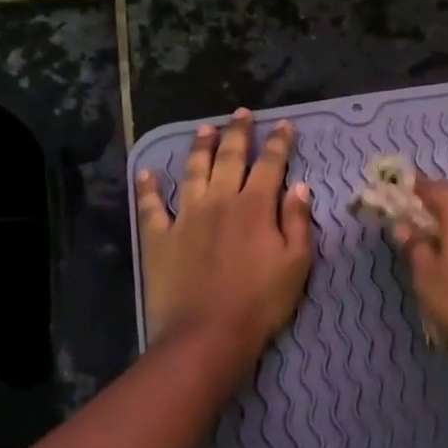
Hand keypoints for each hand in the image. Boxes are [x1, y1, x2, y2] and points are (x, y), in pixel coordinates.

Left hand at [137, 110, 313, 353]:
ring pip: (192, 172)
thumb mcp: (296, 264)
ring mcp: (186, 217)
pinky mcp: (159, 238)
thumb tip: (300, 186)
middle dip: (238, 133)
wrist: (208, 334)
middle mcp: (219, 201)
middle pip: (229, 158)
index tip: (284, 125)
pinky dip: (148, 189)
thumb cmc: (261, 302)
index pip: (270, 164)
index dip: (278, 142)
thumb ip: (298, 221)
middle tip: (241, 113)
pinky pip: (151, 207)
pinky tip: (147, 173)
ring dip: (199, 148)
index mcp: (256, 206)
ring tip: (204, 128)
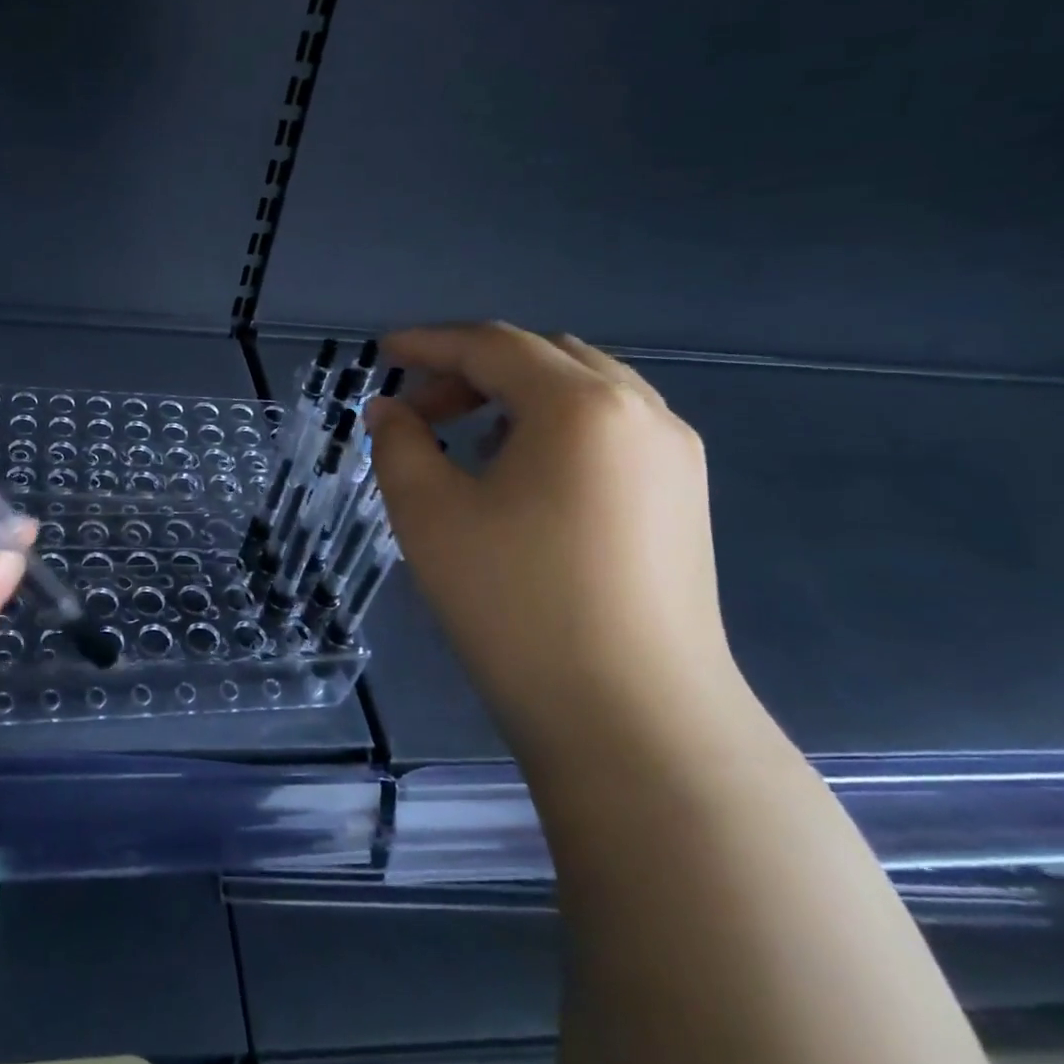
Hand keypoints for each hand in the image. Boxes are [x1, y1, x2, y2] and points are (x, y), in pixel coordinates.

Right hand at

> Task to carry out
Exactly the lines from the one containing "index dip: (278, 142)" to the final line of the entries are wanted; please write them out, both ends included, but not the pictures.

> Exercise solution
index dip: (278, 142)
thumb ip: (298, 221)
middle tip: (241, 113)
pinky pip: (151, 207)
pinky tip: (147, 173)
ring dip: (199, 148)
index mcp: (256, 206)
ring tip: (204, 128)
Hand keypoints for each hand in the image. Boxes are [x1, y1, x2, y2] and points are (x, y), in pixel coordinates.

Right hand at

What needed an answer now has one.